**Material for this task**
--- START ---
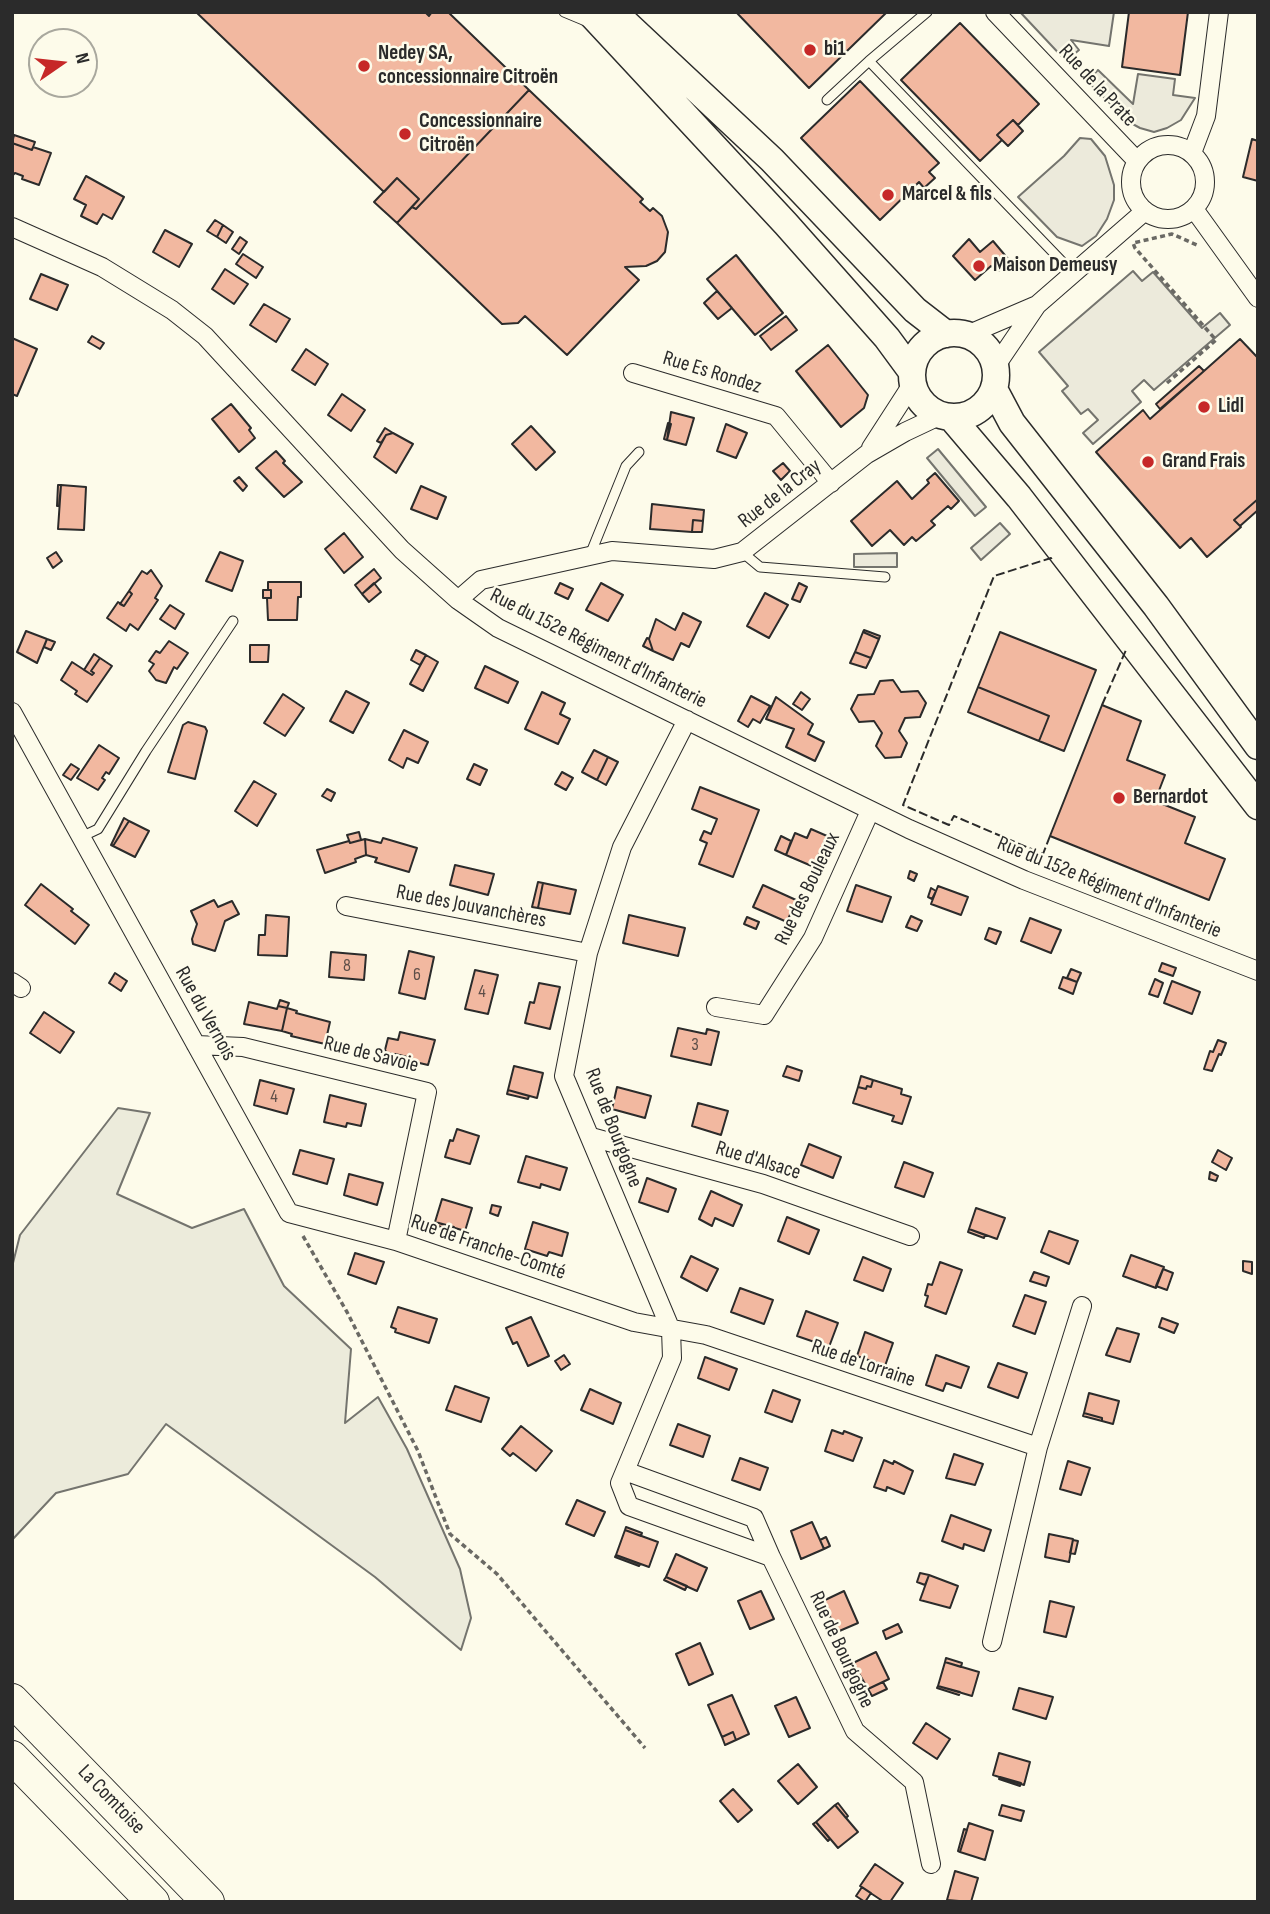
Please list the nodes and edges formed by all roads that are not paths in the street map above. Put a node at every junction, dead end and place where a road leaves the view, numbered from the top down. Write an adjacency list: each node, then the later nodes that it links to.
1 (564, 12): 6 (lane)
2 (589, 12): 6 (main road)
3 (927, 12): 7 (lane)
4 (995, 12): 10 (street, Rue de la Prate)
5 (1219, 12): 9 (street)
6 (611, 22): 17 (main road); 19 (main road)
7 (869, 61): 8 (lane); 14 (lane)
8 (827, 100)
9 (1192, 153): 10 (street); 11 (street)
10 (1137, 161): 12 (street)
11 (1194, 209): 12 (street); 15 (street)
12 (1145, 211): 14 (street)
13 (12, 227): 28 (street, Rue du 152e Régiment d'Infanterie)
14 (1074, 274): 16 (street)
15 (1258, 298)
16 (1037, 304): 17 (street); 20 (street)
17 (957, 334): 19 (main road); 20 (main road)
18 (634, 373): 24 (street, Rue Es Rondez)
19 (913, 378): 21 (main road); 23 (street, Rue de la Cray)
20 (995, 378): 21 (main road); 32 (main road)
21 (946, 416): 23 (street, Rue de la Cray); 33 (main road)
22 (639, 452): 26 (lane)
23 (867, 454): 24 (street, Rue de la Cray)
24 (831, 483): 25 (street, Rue de la Cray)
25 (742, 552): 26 (street, Rue de la Cray); 27 (lane)
26 (590, 555): 28 (street, Rue de la Cray)
27 (885, 577)
28 (458, 600): 31 (street, Rue du 152e Régiment d'Infanterie)
29 (233, 621): 35 (lane)
30 (12, 712): 35 (street, Rue du Vernois)
31 (687, 720): 34 (street, Rue du 152e Régiment d'Infanterie); 37 (street, Rue de Bourgogne)
32 (1258, 746)
33 (1258, 806)
34 (870, 811): 38 (street, Rue du 152e Régiment d'Infanterie); 39 (street, Rue des Bouleaux)
35 (82, 837): 40 (street, Rue du Vernois)
36 (346, 906): 37 (street, Rue des Jouvanchères)
37 (588, 953): 41 (street, Rue de Bourgogne)
38 (1258, 971)
39 (716, 1007)
40 (196, 1045): 42 (street, Rue du Vernois); 44 (street, Rue de Savoie)
41 (591, 1137): 43 (street, Rue d'Alsace); 46 (street, Rue de Bourgogne)
42 (289, 1213): 44 (street, Rue de Franche-Comté)
43 (909, 1236)
44 (396, 1241): 46 (street, Rue de Franche-Comté)
45 (1082, 1306): 47 (street)
46 (671, 1330): 47 (street, Rue de Lorraine); 48 (street, Rue de Bourgogne)
47 (1038, 1447): 50 (street)
48 (625, 1471): 49 (street, Rue de Bourgogne); 49 (street, Rue de Bourgogne)
49 (771, 1557): 53 (street, Rue de Bourgogne)
50 (992, 1642)
51 (12, 1700): 55 (highway, La Comtoise)
52 (12, 1757): 54 (highway, La Comtoise)
53 (931, 1864)
54 (153, 1902)
55 (208, 1902)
--- END ---
**Problem to solve**
Copy out each line in the listing that has the word "Comté".

**Result of this task**
42 (289, 1213): 44 (street, Rue de Franche-Comté)
44 (396, 1241): 46 (street, Rue de Franche-Comté)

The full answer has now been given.